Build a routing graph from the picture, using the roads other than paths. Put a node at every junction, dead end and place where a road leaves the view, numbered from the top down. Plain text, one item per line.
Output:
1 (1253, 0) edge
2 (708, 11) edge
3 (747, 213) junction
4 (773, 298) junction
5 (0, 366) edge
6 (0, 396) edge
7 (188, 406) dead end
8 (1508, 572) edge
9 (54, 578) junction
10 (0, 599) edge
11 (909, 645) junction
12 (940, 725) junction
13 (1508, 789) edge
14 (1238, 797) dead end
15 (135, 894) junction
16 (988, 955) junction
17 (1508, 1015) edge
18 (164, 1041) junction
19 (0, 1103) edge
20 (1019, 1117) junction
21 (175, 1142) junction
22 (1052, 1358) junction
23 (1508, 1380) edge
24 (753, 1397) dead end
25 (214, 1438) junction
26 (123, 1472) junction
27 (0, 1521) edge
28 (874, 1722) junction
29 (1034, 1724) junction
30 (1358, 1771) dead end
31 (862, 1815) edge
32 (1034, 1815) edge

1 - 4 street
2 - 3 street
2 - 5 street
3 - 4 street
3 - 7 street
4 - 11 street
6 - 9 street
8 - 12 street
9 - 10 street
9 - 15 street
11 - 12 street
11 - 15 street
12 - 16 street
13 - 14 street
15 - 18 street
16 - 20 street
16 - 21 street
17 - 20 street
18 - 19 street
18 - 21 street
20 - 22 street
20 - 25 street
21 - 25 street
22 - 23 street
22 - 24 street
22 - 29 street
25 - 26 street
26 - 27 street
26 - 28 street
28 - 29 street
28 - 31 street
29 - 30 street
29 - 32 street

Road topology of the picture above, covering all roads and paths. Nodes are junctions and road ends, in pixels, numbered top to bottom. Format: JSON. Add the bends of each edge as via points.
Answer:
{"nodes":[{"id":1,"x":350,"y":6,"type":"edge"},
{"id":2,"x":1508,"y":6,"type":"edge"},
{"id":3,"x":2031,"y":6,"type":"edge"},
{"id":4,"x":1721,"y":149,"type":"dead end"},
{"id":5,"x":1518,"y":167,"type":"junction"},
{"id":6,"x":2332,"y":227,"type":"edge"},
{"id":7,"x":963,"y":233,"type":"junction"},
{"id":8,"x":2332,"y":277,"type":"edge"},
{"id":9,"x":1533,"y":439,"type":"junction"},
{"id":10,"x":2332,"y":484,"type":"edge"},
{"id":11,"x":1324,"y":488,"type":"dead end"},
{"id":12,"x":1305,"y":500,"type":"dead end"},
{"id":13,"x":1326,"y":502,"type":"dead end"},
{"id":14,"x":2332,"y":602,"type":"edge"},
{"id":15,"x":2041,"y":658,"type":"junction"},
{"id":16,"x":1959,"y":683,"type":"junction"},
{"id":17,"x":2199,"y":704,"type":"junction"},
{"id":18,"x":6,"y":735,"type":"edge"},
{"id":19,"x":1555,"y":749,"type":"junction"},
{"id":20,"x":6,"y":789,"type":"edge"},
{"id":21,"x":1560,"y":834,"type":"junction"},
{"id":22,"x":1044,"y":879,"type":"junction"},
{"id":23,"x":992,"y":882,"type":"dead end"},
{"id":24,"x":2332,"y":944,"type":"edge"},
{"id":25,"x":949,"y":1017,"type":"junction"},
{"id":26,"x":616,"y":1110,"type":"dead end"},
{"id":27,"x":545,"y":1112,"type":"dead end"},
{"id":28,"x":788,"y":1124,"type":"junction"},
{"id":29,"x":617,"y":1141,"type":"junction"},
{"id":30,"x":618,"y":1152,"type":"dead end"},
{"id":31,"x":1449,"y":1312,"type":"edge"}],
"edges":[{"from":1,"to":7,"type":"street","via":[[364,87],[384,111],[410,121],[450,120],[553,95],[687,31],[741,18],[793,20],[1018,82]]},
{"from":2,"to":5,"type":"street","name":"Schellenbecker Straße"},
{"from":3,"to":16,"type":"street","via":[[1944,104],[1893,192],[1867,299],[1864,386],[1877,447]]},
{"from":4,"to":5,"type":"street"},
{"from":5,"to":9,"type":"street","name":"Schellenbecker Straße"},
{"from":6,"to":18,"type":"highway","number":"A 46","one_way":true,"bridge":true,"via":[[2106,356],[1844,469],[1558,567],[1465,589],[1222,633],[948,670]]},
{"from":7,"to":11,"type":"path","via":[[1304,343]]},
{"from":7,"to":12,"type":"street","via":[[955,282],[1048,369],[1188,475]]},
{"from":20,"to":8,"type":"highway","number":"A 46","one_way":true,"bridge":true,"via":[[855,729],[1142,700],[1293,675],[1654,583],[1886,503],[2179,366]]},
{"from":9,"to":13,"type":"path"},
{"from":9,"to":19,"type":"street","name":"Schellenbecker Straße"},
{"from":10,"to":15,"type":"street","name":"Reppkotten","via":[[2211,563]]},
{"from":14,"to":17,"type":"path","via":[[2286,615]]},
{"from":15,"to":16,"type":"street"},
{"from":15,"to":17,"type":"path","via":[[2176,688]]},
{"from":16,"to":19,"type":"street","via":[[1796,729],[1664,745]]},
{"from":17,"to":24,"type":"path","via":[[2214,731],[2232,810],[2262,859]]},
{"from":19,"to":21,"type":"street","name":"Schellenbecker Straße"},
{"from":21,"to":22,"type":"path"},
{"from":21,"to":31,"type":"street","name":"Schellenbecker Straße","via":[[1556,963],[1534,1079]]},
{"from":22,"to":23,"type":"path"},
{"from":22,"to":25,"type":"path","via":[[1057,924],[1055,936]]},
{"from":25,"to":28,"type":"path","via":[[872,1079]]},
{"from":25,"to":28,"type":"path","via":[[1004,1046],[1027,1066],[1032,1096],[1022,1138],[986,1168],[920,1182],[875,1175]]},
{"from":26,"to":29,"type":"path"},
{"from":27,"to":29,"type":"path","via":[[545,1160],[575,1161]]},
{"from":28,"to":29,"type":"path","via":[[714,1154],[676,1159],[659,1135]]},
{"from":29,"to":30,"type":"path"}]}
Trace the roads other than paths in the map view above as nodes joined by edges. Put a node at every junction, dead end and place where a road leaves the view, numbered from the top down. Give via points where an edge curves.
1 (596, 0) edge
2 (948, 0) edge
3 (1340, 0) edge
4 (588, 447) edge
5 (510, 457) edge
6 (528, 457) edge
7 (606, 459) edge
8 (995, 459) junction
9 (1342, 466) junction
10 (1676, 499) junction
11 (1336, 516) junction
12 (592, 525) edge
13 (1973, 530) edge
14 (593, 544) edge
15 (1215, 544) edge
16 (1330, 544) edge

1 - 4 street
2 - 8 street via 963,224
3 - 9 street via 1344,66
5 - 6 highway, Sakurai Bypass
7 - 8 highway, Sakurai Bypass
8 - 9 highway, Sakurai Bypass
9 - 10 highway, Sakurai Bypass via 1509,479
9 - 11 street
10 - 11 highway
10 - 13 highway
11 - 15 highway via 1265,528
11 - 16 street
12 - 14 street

★ ★ ★ ★ ★ ★ ★

▶ **REQUIRED ACTION**
All of the data above should be reproduced exactly.

▶ **WRITTEN RESPONSE**
Build a routing graph from the picture, using the roads other than paths. Put a node at every junction, dead end and place where a road leaves the view, numbered from the top down. Plain text, one item per line.
Output:
1 (1253, 0) edge
2 (708, 11) edge
3 (747, 213) junction
4 (773, 298) junction
5 (0, 366) edge
6 (0, 396) edge
7 (188, 406) dead end
8 (1508, 572) edge
9 (54, 578) junction
10 (0, 599) edge
11 (909, 645) junction
12 (940, 725) junction
13 (1508, 789) edge
14 (1238, 797) dead end
15 (135, 894) junction
16 (988, 955) junction
17 (1508, 1015) edge
18 (164, 1041) junction
19 (0, 1103) edge
20 (1019, 1117) junction
21 (175, 1142) junction
22 (1052, 1358) junction
23 (1508, 1380) edge
24 (753, 1397) dead end
25 (214, 1438) junction
26 (123, 1472) junction
27 (0, 1521) edge
28 (874, 1722) junction
29 (1034, 1724) junction
30 (1358, 1771) dead end
31 (862, 1815) edge
32 (1034, 1815) edge

1 - 4 street
2 - 3 street
2 - 5 street
3 - 4 street
3 - 7 street
4 - 11 street
6 - 9 street
8 - 12 street
9 - 10 street
9 - 15 street
11 - 12 street
11 - 15 street
12 - 16 street
13 - 14 street
15 - 18 street
16 - 20 street
16 - 21 street
17 - 20 street
18 - 19 street
18 - 21 street
20 - 22 street
20 - 25 street
21 - 25 street
22 - 23 street
22 - 24 street
22 - 29 street
25 - 26 street
26 - 27 street
26 - 28 street
28 - 29 street
28 - 31 street
29 - 30 street
29 - 32 street

Road topology of the picture above, covering all roads and paths. Nodes are junctions and road ends, in pixels, numbered top to bottom. Format: JSON. Add the bends of each edge as via points.
Answer:
{"nodes":[{"id":1,"x":350,"y":6,"type":"edge"},
{"id":2,"x":1508,"y":6,"type":"edge"},
{"id":3,"x":2031,"y":6,"type":"edge"},
{"id":4,"x":1721,"y":149,"type":"dead end"},
{"id":5,"x":1518,"y":167,"type":"junction"},
{"id":6,"x":2332,"y":227,"type":"edge"},
{"id":7,"x":963,"y":233,"type":"junction"},
{"id":8,"x":2332,"y":277,"type":"edge"},
{"id":9,"x":1533,"y":439,"type":"junction"},
{"id":10,"x":2332,"y":484,"type":"edge"},
{"id":11,"x":1324,"y":488,"type":"dead end"},
{"id":12,"x":1305,"y":500,"type":"dead end"},
{"id":13,"x":1326,"y":502,"type":"dead end"},
{"id":14,"x":2332,"y":602,"type":"edge"},
{"id":15,"x":2041,"y":658,"type":"junction"},
{"id":16,"x":1959,"y":683,"type":"junction"},
{"id":17,"x":2199,"y":704,"type":"junction"},
{"id":18,"x":6,"y":735,"type":"edge"},
{"id":19,"x":1555,"y":749,"type":"junction"},
{"id":20,"x":6,"y":789,"type":"edge"},
{"id":21,"x":1560,"y":834,"type":"junction"},
{"id":22,"x":1044,"y":879,"type":"junction"},
{"id":23,"x":992,"y":882,"type":"dead end"},
{"id":24,"x":2332,"y":944,"type":"edge"},
{"id":25,"x":949,"y":1017,"type":"junction"},
{"id":26,"x":616,"y":1110,"type":"dead end"},
{"id":27,"x":545,"y":1112,"type":"dead end"},
{"id":28,"x":788,"y":1124,"type":"junction"},
{"id":29,"x":617,"y":1141,"type":"junction"},
{"id":30,"x":618,"y":1152,"type":"dead end"},
{"id":31,"x":1449,"y":1312,"type":"edge"}],
"edges":[{"from":1,"to":7,"type":"street","via":[[364,87],[384,111],[410,121],[450,120],[553,95],[687,31],[741,18],[793,20],[1018,82]]},
{"from":2,"to":5,"type":"street","name":"Schellenbecker Straße"},
{"from":3,"to":16,"type":"street","via":[[1944,104],[1893,192],[1867,299],[1864,386],[1877,447]]},
{"from":4,"to":5,"type":"street"},
{"from":5,"to":9,"type":"street","name":"Schellenbecker Straße"},
{"from":6,"to":18,"type":"highway","number":"A 46","one_way":true,"bridge":true,"via":[[2106,356],[1844,469],[1558,567],[1465,589],[1222,633],[948,670]]},
{"from":7,"to":11,"type":"path","via":[[1304,343]]},
{"from":7,"to":12,"type":"street","via":[[955,282],[1048,369],[1188,475]]},
{"from":20,"to":8,"type":"highway","number":"A 46","one_way":true,"bridge":true,"via":[[855,729],[1142,700],[1293,675],[1654,583],[1886,503],[2179,366]]},
{"from":9,"to":13,"type":"path"},
{"from":9,"to":19,"type":"street","name":"Schellenbecker Straße"},
{"from":10,"to":15,"type":"street","name":"Reppkotten","via":[[2211,563]]},
{"from":14,"to":17,"type":"path","via":[[2286,615]]},
{"from":15,"to":16,"type":"street"},
{"from":15,"to":17,"type":"path","via":[[2176,688]]},
{"from":16,"to":19,"type":"street","via":[[1796,729],[1664,745]]},
{"from":17,"to":24,"type":"path","via":[[2214,731],[2232,810],[2262,859]]},
{"from":19,"to":21,"type":"street","name":"Schellenbecker Straße"},
{"from":21,"to":22,"type":"path"},
{"from":21,"to":31,"type":"street","name":"Schellenbecker Straße","via":[[1556,963],[1534,1079]]},
{"from":22,"to":23,"type":"path"},
{"from":22,"to":25,"type":"path","via":[[1057,924],[1055,936]]},
{"from":25,"to":28,"type":"path","via":[[872,1079]]},
{"from":25,"to":28,"type":"path","via":[[1004,1046],[1027,1066],[1032,1096],[1022,1138],[986,1168],[920,1182],[875,1175]]},
{"from":26,"to":29,"type":"path"},
{"from":27,"to":29,"type":"path","via":[[545,1160],[575,1161]]},
{"from":28,"to":29,"type":"path","via":[[714,1154],[676,1159],[659,1135]]},
{"from":29,"to":30,"type":"path"}]}
Trace the roads other than paths in the map view above as nodes joined by edges. Put a node at every junction, dead end and place where a road leaves the view, numbered from the top down. Give via points where an edge curves.
1 (596, 0) edge
2 (948, 0) edge
3 (1340, 0) edge
4 (588, 447) edge
5 (510, 457) edge
6 (528, 457) edge
7 (606, 459) edge
8 (995, 459) junction
9 (1342, 466) junction
10 (1676, 499) junction
11 (1336, 516) junction
12 (592, 525) edge
13 (1973, 530) edge
14 (593, 544) edge
15 (1215, 544) edge
16 (1330, 544) edge

1 - 4 street
2 - 8 street via 963,224
3 - 9 street via 1344,66
5 - 6 highway, Sakurai Bypass
7 - 8 highway, Sakurai Bypass
8 - 9 highway, Sakurai Bypass
9 - 10 highway, Sakurai Bypass via 1509,479
9 - 11 street
10 - 11 highway
10 - 13 highway
11 - 15 highway via 1265,528
11 - 16 street
12 - 14 street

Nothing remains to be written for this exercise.